(Assigned task) Search the records for lines that contain the word "image". Copy them all.

(Source material)

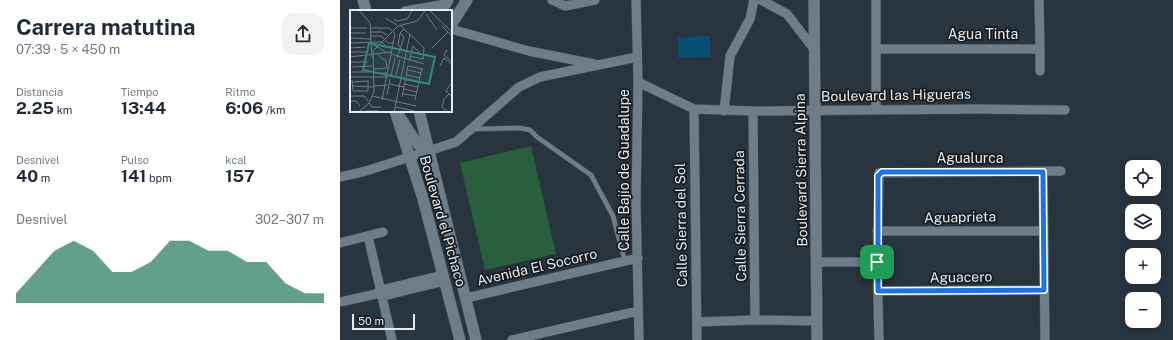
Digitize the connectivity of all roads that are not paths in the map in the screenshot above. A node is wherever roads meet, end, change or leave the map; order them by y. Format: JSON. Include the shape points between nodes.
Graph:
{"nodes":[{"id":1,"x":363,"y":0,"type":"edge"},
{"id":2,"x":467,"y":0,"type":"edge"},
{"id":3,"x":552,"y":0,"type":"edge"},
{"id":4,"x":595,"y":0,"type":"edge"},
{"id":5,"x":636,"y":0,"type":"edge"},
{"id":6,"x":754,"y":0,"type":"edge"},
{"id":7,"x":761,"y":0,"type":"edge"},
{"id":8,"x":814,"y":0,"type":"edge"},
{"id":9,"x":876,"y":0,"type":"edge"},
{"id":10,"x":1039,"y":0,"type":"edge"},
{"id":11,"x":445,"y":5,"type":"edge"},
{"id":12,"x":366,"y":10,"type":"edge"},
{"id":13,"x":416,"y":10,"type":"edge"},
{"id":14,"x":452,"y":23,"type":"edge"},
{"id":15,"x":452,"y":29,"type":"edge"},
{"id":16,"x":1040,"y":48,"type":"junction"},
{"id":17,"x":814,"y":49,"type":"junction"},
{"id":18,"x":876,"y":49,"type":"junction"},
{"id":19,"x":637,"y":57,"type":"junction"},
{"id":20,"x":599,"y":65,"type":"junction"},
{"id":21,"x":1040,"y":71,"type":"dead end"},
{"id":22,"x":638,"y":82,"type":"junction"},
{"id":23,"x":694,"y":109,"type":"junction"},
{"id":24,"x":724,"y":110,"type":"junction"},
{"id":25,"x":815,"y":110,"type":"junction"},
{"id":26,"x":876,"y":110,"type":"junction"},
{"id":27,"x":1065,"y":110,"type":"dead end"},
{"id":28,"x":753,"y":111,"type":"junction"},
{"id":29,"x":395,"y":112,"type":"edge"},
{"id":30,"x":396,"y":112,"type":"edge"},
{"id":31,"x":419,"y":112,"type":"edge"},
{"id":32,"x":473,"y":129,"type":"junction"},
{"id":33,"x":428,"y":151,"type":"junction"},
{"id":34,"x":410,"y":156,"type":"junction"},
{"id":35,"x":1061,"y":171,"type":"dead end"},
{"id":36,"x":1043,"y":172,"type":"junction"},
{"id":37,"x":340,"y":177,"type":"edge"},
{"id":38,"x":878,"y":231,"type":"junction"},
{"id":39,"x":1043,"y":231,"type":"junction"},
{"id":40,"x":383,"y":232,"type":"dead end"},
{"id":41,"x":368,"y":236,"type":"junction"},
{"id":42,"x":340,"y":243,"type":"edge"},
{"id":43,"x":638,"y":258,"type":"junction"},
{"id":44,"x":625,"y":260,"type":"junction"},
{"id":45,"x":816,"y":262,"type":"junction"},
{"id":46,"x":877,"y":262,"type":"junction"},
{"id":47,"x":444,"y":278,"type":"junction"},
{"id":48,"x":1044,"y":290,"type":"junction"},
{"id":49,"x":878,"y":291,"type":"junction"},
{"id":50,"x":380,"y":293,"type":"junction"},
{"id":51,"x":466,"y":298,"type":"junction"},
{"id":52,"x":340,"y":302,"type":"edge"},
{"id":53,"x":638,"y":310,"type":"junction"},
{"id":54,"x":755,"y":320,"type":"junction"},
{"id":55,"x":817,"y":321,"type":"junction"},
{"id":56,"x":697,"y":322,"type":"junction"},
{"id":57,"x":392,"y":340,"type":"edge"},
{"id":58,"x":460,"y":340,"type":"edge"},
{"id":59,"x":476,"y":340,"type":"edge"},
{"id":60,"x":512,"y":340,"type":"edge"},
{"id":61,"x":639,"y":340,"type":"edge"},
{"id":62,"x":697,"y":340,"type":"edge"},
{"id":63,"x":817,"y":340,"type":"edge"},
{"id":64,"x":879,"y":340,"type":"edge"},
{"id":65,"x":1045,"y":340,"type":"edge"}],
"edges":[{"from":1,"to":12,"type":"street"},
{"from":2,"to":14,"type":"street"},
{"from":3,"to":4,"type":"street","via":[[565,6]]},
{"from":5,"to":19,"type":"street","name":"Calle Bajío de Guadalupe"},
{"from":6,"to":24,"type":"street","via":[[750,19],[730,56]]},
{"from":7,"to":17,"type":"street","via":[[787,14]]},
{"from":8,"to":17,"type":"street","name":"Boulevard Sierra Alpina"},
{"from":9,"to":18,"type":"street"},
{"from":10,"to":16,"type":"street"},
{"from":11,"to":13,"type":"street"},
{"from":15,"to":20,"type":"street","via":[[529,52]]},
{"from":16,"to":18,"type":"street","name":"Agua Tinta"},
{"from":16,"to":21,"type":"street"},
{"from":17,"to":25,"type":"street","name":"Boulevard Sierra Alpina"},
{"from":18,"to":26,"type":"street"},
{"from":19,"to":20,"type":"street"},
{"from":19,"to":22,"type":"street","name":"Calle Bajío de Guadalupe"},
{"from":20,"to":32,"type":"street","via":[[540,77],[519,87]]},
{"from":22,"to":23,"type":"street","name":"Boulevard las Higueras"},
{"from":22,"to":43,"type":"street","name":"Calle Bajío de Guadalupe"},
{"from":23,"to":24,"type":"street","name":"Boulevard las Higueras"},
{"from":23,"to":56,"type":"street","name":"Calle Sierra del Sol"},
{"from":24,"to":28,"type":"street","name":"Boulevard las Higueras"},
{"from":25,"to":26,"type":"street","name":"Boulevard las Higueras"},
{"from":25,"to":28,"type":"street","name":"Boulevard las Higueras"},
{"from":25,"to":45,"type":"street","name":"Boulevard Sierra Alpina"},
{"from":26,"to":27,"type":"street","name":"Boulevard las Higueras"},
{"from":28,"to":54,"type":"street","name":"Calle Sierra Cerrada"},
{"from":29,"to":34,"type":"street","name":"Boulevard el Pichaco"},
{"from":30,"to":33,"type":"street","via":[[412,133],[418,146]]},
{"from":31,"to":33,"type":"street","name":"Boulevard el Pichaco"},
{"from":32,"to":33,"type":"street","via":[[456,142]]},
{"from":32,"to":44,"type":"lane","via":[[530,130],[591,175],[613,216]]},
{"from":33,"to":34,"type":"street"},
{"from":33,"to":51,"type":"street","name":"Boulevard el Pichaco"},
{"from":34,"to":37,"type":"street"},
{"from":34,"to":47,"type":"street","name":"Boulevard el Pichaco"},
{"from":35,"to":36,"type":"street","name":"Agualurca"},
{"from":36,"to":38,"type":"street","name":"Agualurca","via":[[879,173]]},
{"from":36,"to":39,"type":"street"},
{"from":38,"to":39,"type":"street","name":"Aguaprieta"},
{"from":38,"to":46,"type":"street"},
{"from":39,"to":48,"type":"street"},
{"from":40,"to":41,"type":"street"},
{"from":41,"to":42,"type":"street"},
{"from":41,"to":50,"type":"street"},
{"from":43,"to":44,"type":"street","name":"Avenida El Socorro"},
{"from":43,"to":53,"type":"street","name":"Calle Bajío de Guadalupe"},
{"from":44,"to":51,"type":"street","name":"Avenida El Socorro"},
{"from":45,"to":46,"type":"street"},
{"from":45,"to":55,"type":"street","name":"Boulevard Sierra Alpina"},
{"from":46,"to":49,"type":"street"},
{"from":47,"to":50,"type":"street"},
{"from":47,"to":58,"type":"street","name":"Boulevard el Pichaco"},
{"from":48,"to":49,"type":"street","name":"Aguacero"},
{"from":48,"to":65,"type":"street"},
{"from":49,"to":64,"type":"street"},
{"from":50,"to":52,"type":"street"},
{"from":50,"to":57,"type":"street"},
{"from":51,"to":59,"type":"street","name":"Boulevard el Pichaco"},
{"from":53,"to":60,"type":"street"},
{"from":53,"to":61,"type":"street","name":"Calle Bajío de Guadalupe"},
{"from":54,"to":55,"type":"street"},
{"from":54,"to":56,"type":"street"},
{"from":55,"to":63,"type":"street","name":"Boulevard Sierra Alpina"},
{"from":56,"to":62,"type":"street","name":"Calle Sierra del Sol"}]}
==
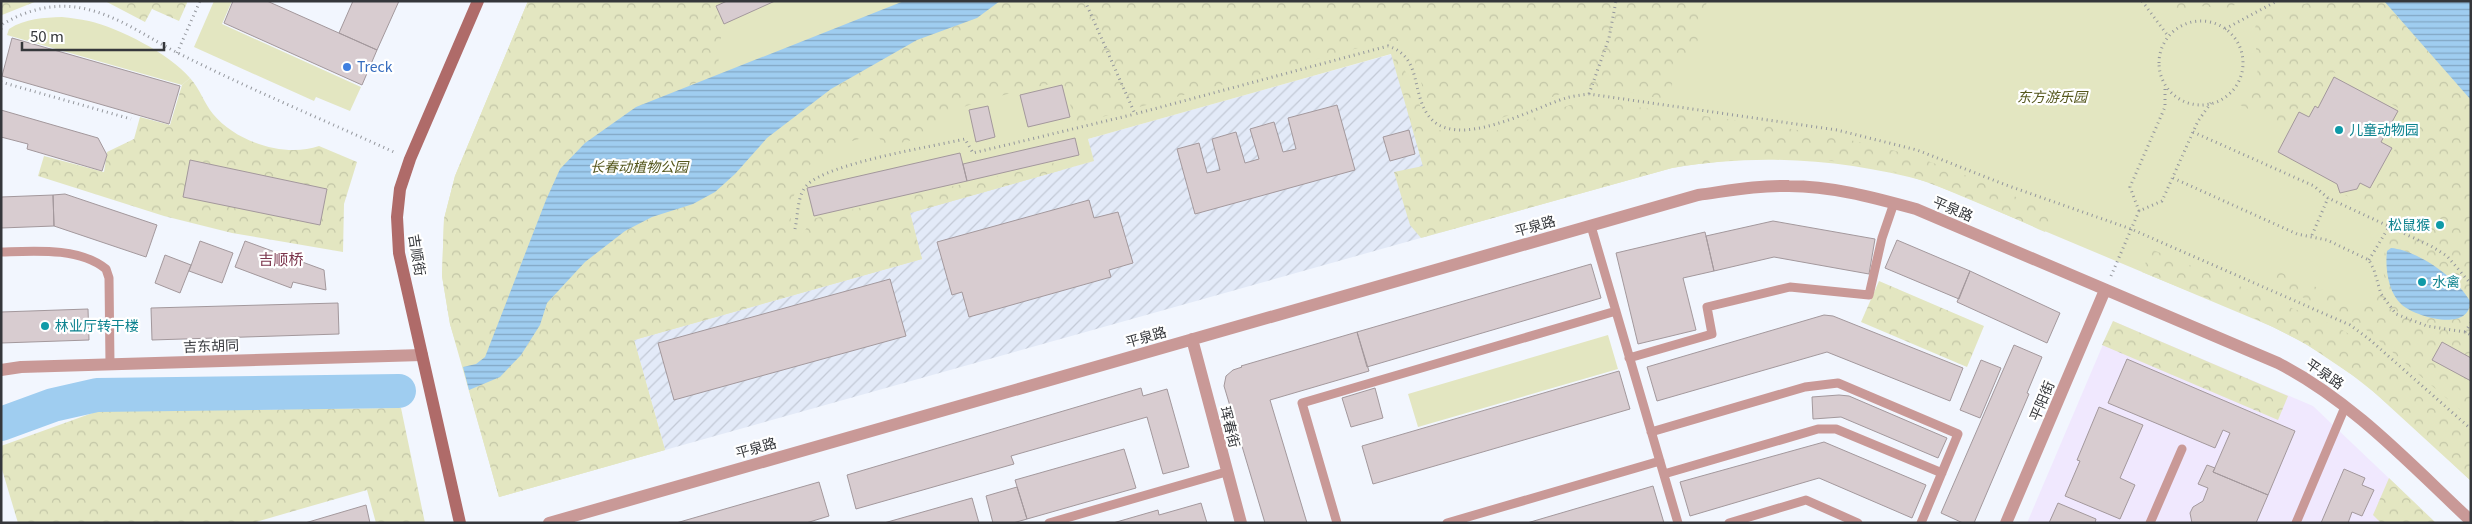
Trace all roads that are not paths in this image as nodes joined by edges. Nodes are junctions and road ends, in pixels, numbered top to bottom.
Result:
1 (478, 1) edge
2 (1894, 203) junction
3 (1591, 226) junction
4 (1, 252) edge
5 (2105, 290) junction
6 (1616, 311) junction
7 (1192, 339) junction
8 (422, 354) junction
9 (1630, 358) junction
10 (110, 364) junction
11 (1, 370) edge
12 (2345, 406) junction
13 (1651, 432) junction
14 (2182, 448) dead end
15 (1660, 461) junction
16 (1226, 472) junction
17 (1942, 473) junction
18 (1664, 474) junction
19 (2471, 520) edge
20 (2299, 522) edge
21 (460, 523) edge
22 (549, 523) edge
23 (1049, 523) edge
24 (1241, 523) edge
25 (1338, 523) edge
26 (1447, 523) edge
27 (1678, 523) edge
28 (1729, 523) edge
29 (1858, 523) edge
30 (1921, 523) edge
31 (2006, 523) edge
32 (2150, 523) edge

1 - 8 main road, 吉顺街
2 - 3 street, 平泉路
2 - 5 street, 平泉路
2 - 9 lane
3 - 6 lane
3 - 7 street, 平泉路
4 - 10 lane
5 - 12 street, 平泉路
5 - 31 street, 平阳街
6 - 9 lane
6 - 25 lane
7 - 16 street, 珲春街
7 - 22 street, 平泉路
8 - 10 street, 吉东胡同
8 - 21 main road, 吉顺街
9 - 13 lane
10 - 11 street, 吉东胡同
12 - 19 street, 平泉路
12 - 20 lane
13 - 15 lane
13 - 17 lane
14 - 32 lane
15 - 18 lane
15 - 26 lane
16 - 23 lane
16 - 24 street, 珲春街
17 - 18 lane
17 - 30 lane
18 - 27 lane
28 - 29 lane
==
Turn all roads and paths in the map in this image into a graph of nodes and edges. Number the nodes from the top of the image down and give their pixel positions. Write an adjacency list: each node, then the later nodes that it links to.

(Result of this exercise)
Trace all roads that are not paths in this image as nodes joined by edges. Nodes are junctions and road ends, in pixels, numbered top to bottom.
Turn all roads and paths in the map in this image into a graph of nodes and edges. Number the nodes from the top of the image down and give their pixel positions. Write an adjacency list: each node, then the later nodes that it links to.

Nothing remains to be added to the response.